▸ Extracted data:
----------------
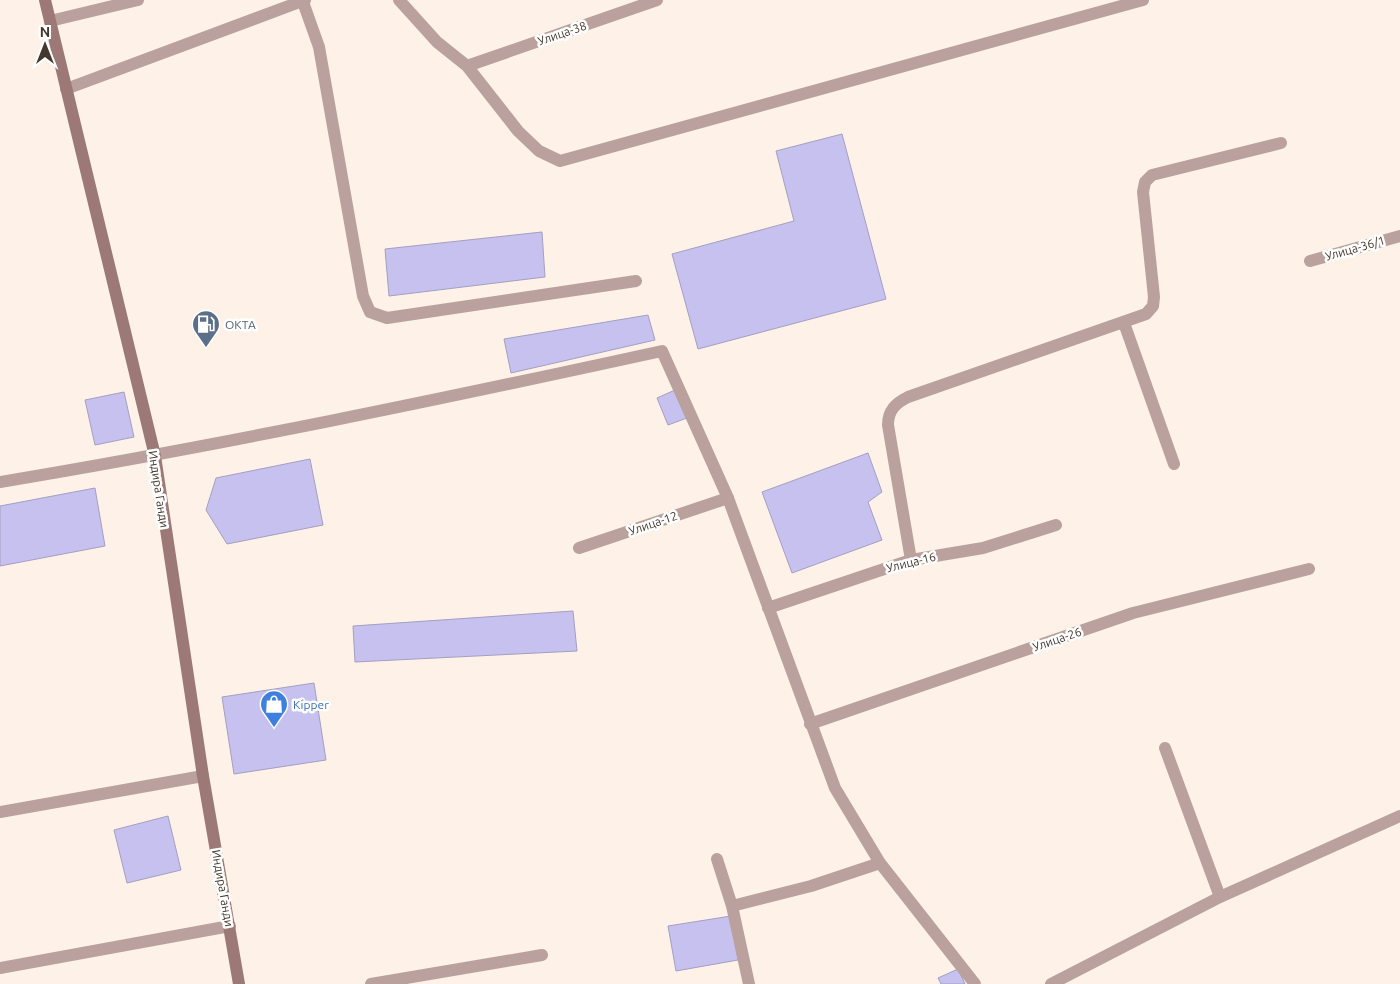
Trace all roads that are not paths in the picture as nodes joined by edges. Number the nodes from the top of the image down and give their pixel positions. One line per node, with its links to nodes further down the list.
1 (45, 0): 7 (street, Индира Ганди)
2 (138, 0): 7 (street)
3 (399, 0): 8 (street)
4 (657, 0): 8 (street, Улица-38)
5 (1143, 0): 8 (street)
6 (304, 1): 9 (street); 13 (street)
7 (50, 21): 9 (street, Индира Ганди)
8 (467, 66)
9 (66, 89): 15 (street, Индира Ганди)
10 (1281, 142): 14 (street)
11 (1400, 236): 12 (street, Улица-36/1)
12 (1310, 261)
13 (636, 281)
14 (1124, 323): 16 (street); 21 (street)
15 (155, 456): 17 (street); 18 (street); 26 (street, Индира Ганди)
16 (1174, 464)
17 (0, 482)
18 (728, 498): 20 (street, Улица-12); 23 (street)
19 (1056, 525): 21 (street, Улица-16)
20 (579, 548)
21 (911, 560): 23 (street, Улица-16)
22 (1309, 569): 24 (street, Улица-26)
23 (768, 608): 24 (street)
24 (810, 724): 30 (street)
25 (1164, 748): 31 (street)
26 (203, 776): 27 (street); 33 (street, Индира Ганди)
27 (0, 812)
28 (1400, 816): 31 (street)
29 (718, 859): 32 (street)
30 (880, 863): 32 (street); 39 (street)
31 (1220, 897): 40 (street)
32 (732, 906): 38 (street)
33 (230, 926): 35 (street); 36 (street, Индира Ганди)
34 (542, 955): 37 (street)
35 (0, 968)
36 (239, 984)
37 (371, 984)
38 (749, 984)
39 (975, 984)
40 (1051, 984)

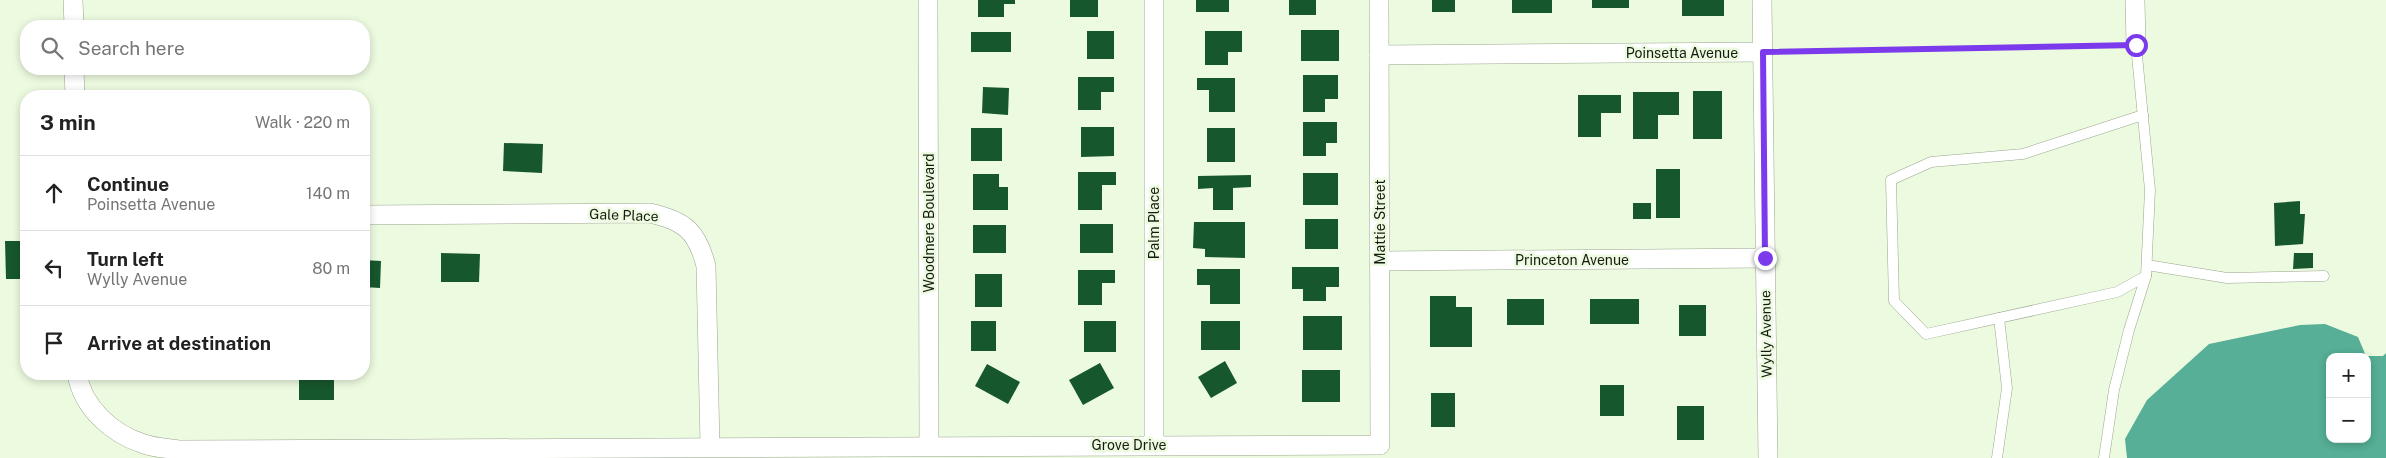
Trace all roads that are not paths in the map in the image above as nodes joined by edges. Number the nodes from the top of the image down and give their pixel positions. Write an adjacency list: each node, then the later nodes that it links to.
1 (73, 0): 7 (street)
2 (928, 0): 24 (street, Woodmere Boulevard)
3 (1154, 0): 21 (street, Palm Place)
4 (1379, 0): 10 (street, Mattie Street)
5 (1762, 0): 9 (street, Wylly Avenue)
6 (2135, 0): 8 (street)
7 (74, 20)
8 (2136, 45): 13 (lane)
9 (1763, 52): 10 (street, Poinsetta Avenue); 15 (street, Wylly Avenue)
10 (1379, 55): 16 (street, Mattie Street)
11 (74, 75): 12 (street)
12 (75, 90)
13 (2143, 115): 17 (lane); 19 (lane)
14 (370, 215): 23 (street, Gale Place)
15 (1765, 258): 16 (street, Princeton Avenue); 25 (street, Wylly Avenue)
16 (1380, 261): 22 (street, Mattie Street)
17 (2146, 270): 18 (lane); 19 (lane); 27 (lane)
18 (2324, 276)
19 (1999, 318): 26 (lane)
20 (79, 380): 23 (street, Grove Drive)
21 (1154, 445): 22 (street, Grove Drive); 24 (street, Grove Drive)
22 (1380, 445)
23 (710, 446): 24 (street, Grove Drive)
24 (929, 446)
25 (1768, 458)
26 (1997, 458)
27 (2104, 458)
----------------
▸ What is needed: Give back the material word for word and drop the pictures it holds.

▸ Reply to the task:
Trace all roads that are not paths in the picture as nodes joined by edges. Number the nodes from the top of the image down and give their pixel positions. One line per node, with its links to nodes further down the list.
1 (45, 0): 7 (street, Индира Ганди)
2 (138, 0): 7 (street)
3 (399, 0): 8 (street)
4 (657, 0): 8 (street, Улица-38)
5 (1143, 0): 8 (street)
6 (304, 1): 9 (street); 13 (street)
7 (50, 21): 9 (street, Индира Ганди)
8 (467, 66)
9 (66, 89): 15 (street, Индира Ганди)
10 (1281, 142): 14 (street)
11 (1400, 236): 12 (street, Улица-36/1)
12 (1310, 261)
13 (636, 281)
14 (1124, 323): 16 (street); 21 (street)
15 (155, 456): 17 (street); 18 (street); 26 (street, Индира Ганди)
16 (1174, 464)
17 (0, 482)
18 (728, 498): 20 (street, Улица-12); 23 (street)
19 (1056, 525): 21 (street, Улица-16)
20 (579, 548)
21 (911, 560): 23 (street, Улица-16)
22 (1309, 569): 24 (street, Улица-26)
23 (768, 608): 24 (street)
24 (810, 724): 30 (street)
25 (1164, 748): 31 (street)
26 (203, 776): 27 (street); 33 (street, Индира Ганди)
27 (0, 812)
28 (1400, 816): 31 (street)
29 (718, 859): 32 (street)
30 (880, 863): 32 (street); 39 (street)
31 (1220, 897): 40 (street)
32 (732, 906): 38 (street)
33 (230, 926): 35 (street); 36 (street, Индира Ганди)
34 (542, 955): 37 (street)
35 (0, 968)
36 (239, 984)
37 (371, 984)
38 (749, 984)
39 (975, 984)
40 (1051, 984)

Trace all roads that are not paths in the map in the image above as nodes joined by edges. Number the nodes from the top of the image down and give their pixel positions. Write an adjacency list: each node, then the later nodes that it links to.
1 (73, 0): 7 (street)
2 (928, 0): 24 (street, Woodmere Boulevard)
3 (1154, 0): 21 (street, Palm Place)
4 (1379, 0): 10 (street, Mattie Street)
5 (1762, 0): 9 (street, Wylly Avenue)
6 (2135, 0): 8 (street)
7 (74, 20)
8 (2136, 45): 13 (lane)
9 (1763, 52): 10 (street, Poinsetta Avenue); 15 (street, Wylly Avenue)
10 (1379, 55): 16 (street, Mattie Street)
11 (74, 75): 12 (street)
12 (75, 90)
13 (2143, 115): 17 (lane); 19 (lane)
14 (370, 215): 23 (street, Gale Place)
15 (1765, 258): 16 (street, Princeton Avenue); 25 (street, Wylly Avenue)
16 (1380, 261): 22 (street, Mattie Street)
17 (2146, 270): 18 (lane); 19 (lane); 27 (lane)
18 (2324, 276)
19 (1999, 318): 26 (lane)
20 (79, 380): 23 (street, Grove Drive)
21 (1154, 445): 22 (street, Grove Drive); 24 (street, Grove Drive)
22 (1380, 445)
23 (710, 446): 24 (street, Grove Drive)
24 (929, 446)
25 (1768, 458)
26 (1997, 458)
27 (2104, 458)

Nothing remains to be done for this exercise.